Many people take for granted that successful investing is all about choosing the best investments. But as Carl Richards point out, “searching for this best investment leads to behavior that ends up costing us money.” If we want to teach our kids about investing, isn’t it better to help them understand this as early as possible?
It encourages “home team bias.” Your familiarity with a company has no bearing on whether it’s a good investment. If you’re going to teach your child to be a stock picker, at least help her understand that point. Explain that loving the Toy Story movies, or her iPad, or Chicken McNuggets is not a reason to invest in shares of those companies, because the market doesn’t care about her personal preferences. Buying your favourite companies is the investing equivalent of cheering for the home team.
I’m glad my parents didn’t buy me stocks in the companies I knew and liked as a kid. I was proud of the Kodak camera I bought with money from my paper route, my favorite car was GM’s Corvette, and when my mom shopped at Eaton’s she used to buy me ice cream at the nearby K-Mart.

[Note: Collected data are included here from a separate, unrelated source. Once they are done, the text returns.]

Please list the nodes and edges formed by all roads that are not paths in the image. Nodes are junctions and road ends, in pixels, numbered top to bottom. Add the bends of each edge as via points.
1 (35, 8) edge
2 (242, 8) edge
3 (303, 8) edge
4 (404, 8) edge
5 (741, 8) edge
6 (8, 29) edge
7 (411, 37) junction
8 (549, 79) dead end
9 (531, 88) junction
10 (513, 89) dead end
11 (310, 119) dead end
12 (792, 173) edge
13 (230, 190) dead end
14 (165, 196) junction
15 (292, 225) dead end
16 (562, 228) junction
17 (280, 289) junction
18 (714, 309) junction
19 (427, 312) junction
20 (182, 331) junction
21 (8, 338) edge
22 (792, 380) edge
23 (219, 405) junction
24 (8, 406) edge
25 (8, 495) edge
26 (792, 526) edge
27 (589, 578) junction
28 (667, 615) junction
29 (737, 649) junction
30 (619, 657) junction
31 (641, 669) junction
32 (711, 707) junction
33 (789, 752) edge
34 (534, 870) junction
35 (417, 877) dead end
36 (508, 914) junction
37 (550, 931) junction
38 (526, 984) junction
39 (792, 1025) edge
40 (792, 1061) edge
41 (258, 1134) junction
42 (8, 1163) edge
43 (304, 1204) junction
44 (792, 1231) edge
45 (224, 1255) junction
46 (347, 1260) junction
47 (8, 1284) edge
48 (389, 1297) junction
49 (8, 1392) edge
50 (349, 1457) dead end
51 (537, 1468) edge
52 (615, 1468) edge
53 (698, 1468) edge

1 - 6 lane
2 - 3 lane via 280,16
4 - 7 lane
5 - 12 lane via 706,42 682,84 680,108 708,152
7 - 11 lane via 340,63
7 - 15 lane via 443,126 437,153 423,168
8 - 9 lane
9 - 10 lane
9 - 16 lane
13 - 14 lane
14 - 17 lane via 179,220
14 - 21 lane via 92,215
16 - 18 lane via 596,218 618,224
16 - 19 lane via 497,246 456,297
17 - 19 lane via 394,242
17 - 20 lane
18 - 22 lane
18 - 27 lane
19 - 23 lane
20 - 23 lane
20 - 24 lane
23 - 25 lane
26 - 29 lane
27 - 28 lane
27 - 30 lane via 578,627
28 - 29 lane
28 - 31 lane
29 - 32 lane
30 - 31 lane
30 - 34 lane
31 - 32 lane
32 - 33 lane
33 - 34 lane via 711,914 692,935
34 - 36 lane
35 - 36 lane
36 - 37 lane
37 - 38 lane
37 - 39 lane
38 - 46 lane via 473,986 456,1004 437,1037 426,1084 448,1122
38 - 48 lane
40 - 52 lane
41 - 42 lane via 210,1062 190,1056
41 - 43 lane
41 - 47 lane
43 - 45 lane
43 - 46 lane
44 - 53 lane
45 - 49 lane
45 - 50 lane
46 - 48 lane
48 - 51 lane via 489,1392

It’s only with the benefit of hindsight that you can second-guess investing in these once blue-chip companies that later went bankrupt. If you love your BlackBerry, you should have no problem making this point to your child.
It can be impractical. A portfolio with a small number of stocks is not only poorly diversified, but unlikely to be cost-effective for a young investor. Discount brokerage accounts with small balances often carry account fees and high trading commissions, and even if you’re paying $5 or $10 per trade, that can quickly add up. (Remember, regular contributions are something you want to encourage.) Using DRIPs in a discount brokerage account is also impractical if you own a small number of shares, and direct stock-purchase plans strike me as a lot of paperwork for a new investor to manage.
A different way to invest with kids
I’ve heard people recommend that young investors build their portfolio one stock at a time, but I think this gets it exactly backwards. People with small sums are ideally suited to index mutual funds, which have no trading fees, instant diversification, seamlessly reinvest all dividends, and are perfectly suited to automatic contributions. When you’re just starting out, fund MERs can be very small in dollar terms: even 1% on a $5,000 account is just $50 a year, a small price to pay for establishing good habits. If your child eventually wants to pick individual stocks, that should come much later, once these benefits become less important.
So what do I recommend? The ING Direct Streetwise Funds are probably the easiest solution, since there are no account fees, no transaction costs, no minimums, automatic contributions are simple, and your child can manage the account online without having to open a brokerage account. If you have a relationship with TD Bank, an e-Series account is easy to maintain, even if it can be an ordeal to set up.
Other options may be a better fit with your family, and perhaps that will include some individual companies. I’d just encourage parents to make sure their child isn’t left with the impression that successful investing is about picking stocks.